Over 100,000 new coronavirus cases recorded within 24 hours — WHO

the world has recorded more than five million global cases
Map showing countries with Coronavirus cases. [Photo: The Conversation)

Wednesday, the World Health Organization (WHO) said over the past 24 hours the world recorded more than 100,000 new cases of coronavirus.

The director-general of the WHO, Tedros Ghebreyesus, announced this during a press 0conference at the agency's headquarters in Geneva.

We still have a long way to go in this pandemic,” he said.

The majority of the newly confirmed cases come from the Americas, followed by Europe, according to the WHO official. He said on Tuesday, respectively, the US and Russia reported 45,251 new cases and 9,263 new cases.

Meanwhile, the world has recorded more than five million global cases, according to the world's coronavirus world meter, and seen more than 325,000 deaths since the virus emerged in Wuhan, China less than five months ago.

The WHO has previously warned world leaders that after the COVID-19 outbreak, which has affected economies in nearly every country around the globe, there can be "no going back to business as usual."
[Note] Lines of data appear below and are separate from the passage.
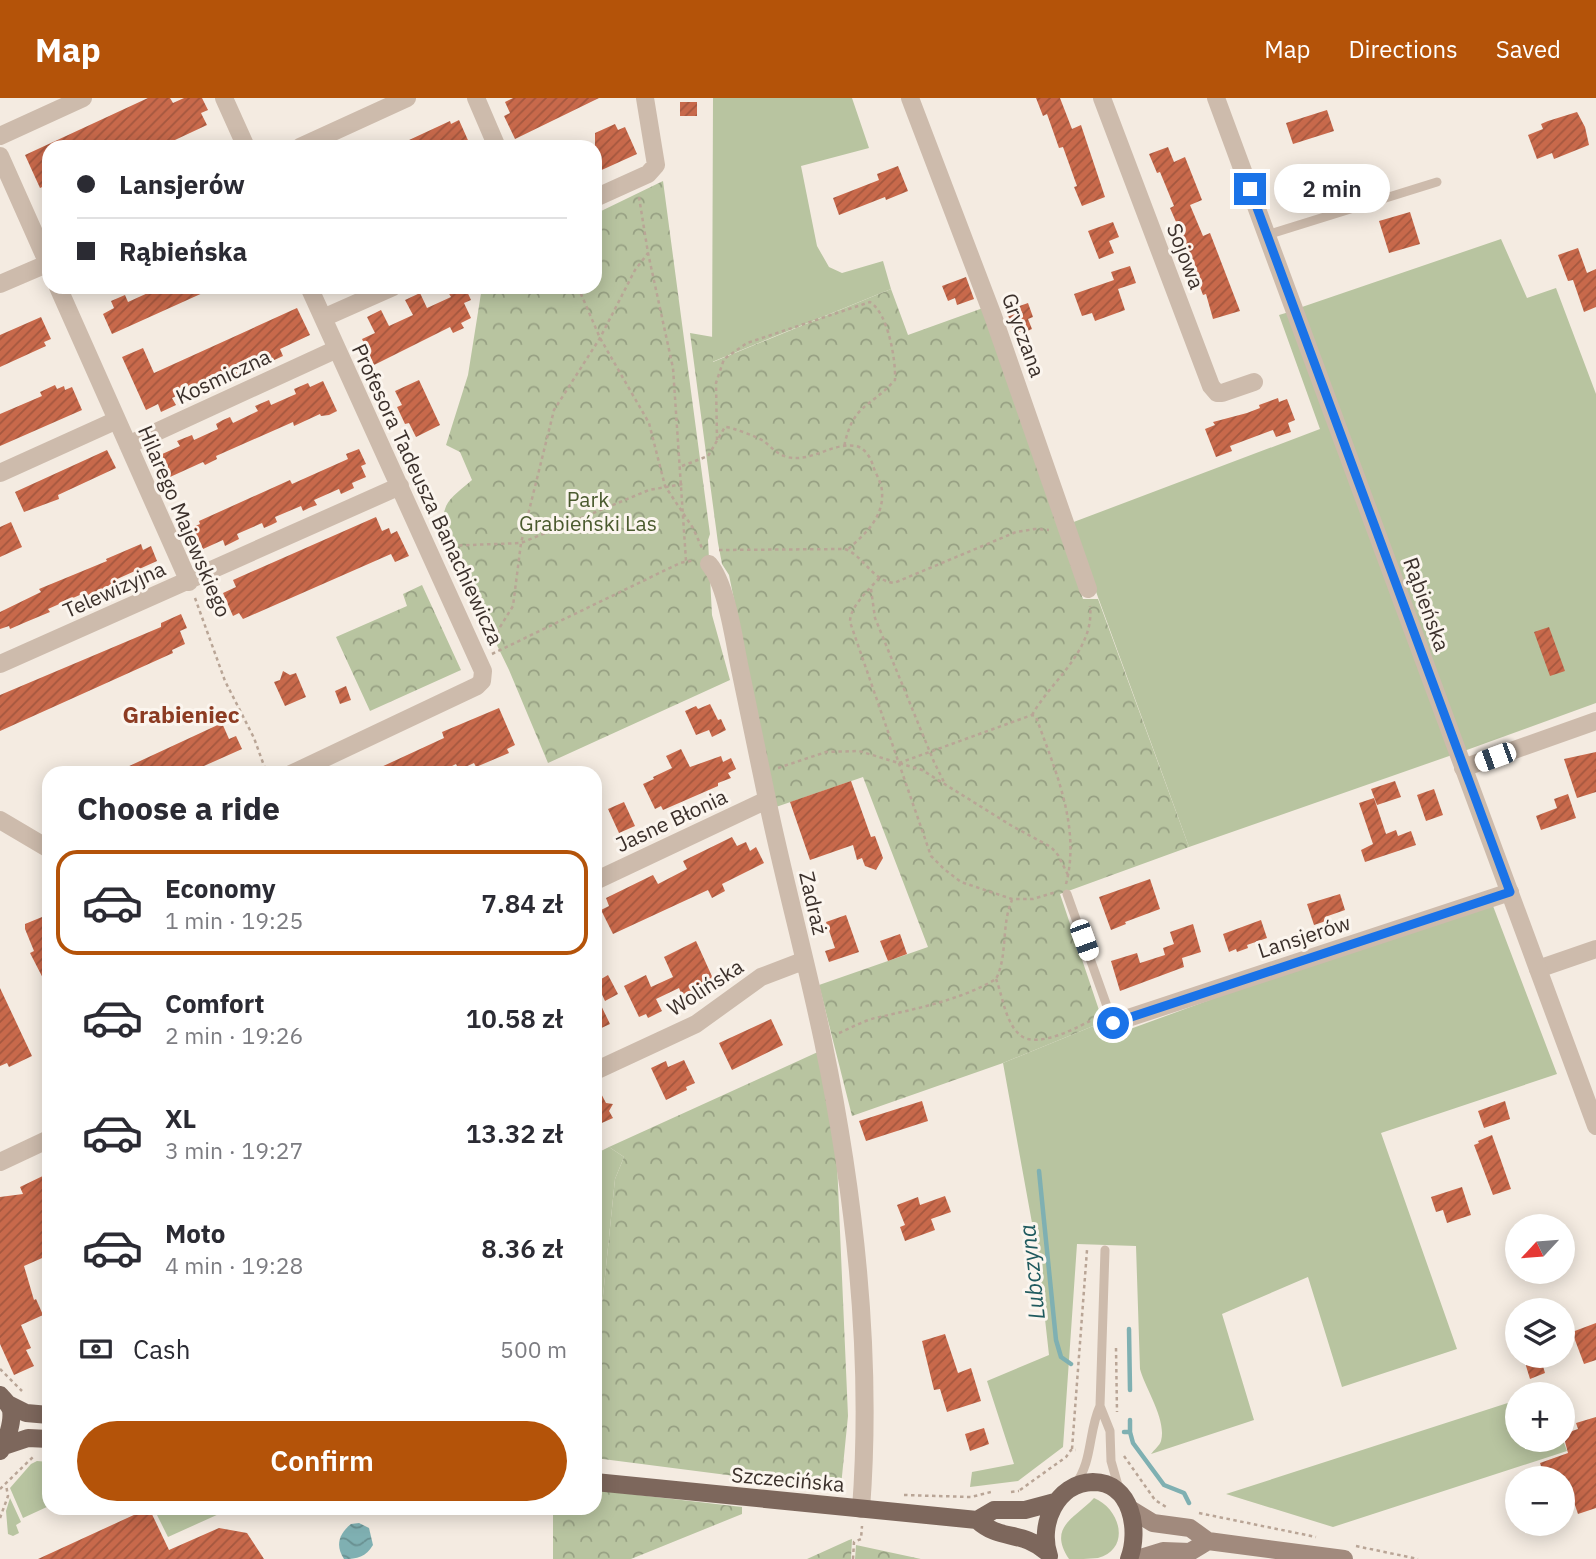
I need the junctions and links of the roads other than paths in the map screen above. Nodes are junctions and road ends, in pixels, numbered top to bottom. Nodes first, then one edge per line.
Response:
1 (83, 98) edge
2 (224, 98) edge
3 (407, 98) edge
4 (476, 98) edge
5 (645, 98) edge
6 (910, 98) edge
7 (1102, 98) edge
8 (1216, 98) edge
9 (0, 136) edge
10 (243, 140) edge
11 (315, 140) edge
12 (494, 140) edge
13 (0, 156) edge
14 (1437, 182) dead end
15 (602, 195) edge
16 (1267, 235) junction
17 (42, 249) edge
18 (42, 267) edge
19 (0, 284) edge
20 (61, 294) edge
21 (312, 294) edge
22 (377, 294) edge
23 (323, 318) junction
24 (337, 349) junction
25 (1254, 382) dead end
26 (117, 420) junction
27 (128, 445) junction
28 (0, 473) edge
29 (400, 486) junction
30 (707, 560) road end
31 (189, 582) junction
32 (1088, 589) road end
33 (0, 664) edge
34 (1596, 721) edge
35 (308, 766) edge
36 (1463, 768) junction
37 (767, 800) junction
38 (0, 820) edge
39 (42, 845) edge
40 (602, 878) edge
41 (1067, 891) road end
42 (1510, 892) junction
43 (1596, 949) edge
44 (803, 961) junction
45 (1538, 969) junction
46 (1111, 1016) joint
47 (602, 1068) edge
48 (1596, 1126) edge
49 (42, 1142) edge
50 (0, 1162) edge
51 (1105, 1250) dead end
52 (4, 1399) edge
53 (1100, 1406) junction
54 (42, 1414) edge
55 (42, 1443) edge
56 (2, 1449) edge
57 (602, 1483) edge
58 (1071, 1490) junction
59 (1055, 1502) junction
60 (1127, 1504) junction
61 (861, 1509) junction
62 (977, 1520) junction
63 (1208, 1541) junction
64 (1350, 1553) edge
65 (1049, 1556) edge
66 (1129, 1559) edge
67 (1137, 1559) edge

1 - 9 street
2 - 10 street
3 - 11 street
4 - 12 street
5 - 15 street
6 - 32 street, Gryczana
7 - 25 street, Sojowa
8 - 16 street, Rąbieńska
13 - 17 street
14 - 16 lane
16 - 36 street, Rąbieńska
18 - 19 street
20 - 26 street, Hilarego Majewskiego
21 - 23 street, Profesora Tadeusza Banachiewicza
22 - 23 street
23 - 24 street, Profesora Tadeusza Banachiewicza
24 - 27 street, Kosmiczna
24 - 29 street, Profesora Tadeusza Banachiewicza
26 - 27 street, Hilarego Majewskiego
26 - 28 street
27 - 31 street, Hilarego Majewskiego
29 - 31 street, Telewizyjna
29 - 35 street, Profesora Tadeusza Banachiewicza
30 - 37 street, Zadraż
31 - 33 street, Telewizyjna
34 - 36 street
36 - 42 street, Rąbieńska
37 - 40 street, Jasne Błonia
37 - 44 street, Zadraż
38 - 39 street
41 - 46 lane
42 - 45 street, Rąbieńska
42 - 46 street, Lansjerów
43 - 45 street
44 - 47 street, Wolińska
44 - 61 street, Zadraż
45 - 48 street, Rąbieńska
49 - 50 street
51 - 53 lane
52 - 54 main road
52 - 56 main road
53 - 58 lane
53 - 60 lane
55 - 56 main road
57 - 61 main road, Szczecińska
58 - 59 main road
58 - 60 main road
59 - 62 main road, Szczecińska
59 - 65 main road
60 - 63 main road
60 - 66 main road
61 - 62 main road, Szczecińska
62 - 65 main road, Szczecińska
63 - 64 main road
63 - 67 main road

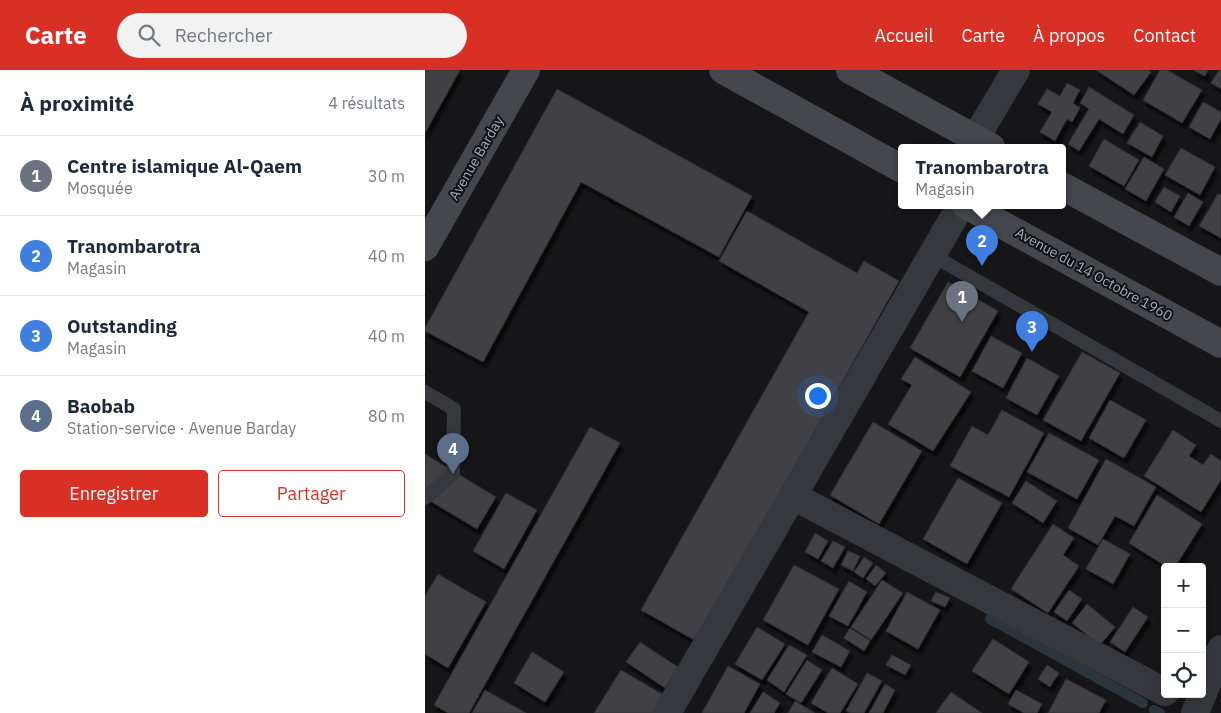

The agency has told countries that in the foreseeable future they will have to live with the coronavirus, even as in some countries the cases level off or decrease while peaking in others and resurging in areas where the pandemic seemed to be under control.

WHO officials said the virus remains "extremely dangerous" while social distancing measures implemented in numerous countries to slow the spread of coronavirus have been successful.

The new record comes in cases as President Donald Trump, according to CNBC news, is threatening to permanently pull funding from the agency.

WHO officials said they are worried that their emergency programs will suffer if Trump pursues its threats.

Mike Ryan, executive director of WHO's health emergencies program, said that most US funding goes directly
to the program that helps countries around the world in "all sorts of fragile and difficult settings,".

We’ll obviously have to work with other partners to ensure those funds can still flow,” Mr Ryan said.

This is going to be a major implication for delivering essential health services to some of the most vulnerable people in the world and we trust developed donors will, if necessary, step in to fill that gap.

Mr Ghebreyesus also said the WHO is “very concerned” about the rise in cases in low-and middle-income countries.

He said South Korea has been ‘impressive’ building on its experience of the Middle East Respiratory Syndrome-related (MERS) coronavirus “to quickly implement a comprehensive strategy to find, isolate, test and care for every case, and trace every contact.”

This was critical to the Republic of Korea curtailing the first wave and now quickly identifying and containing new outbreaks,” he said.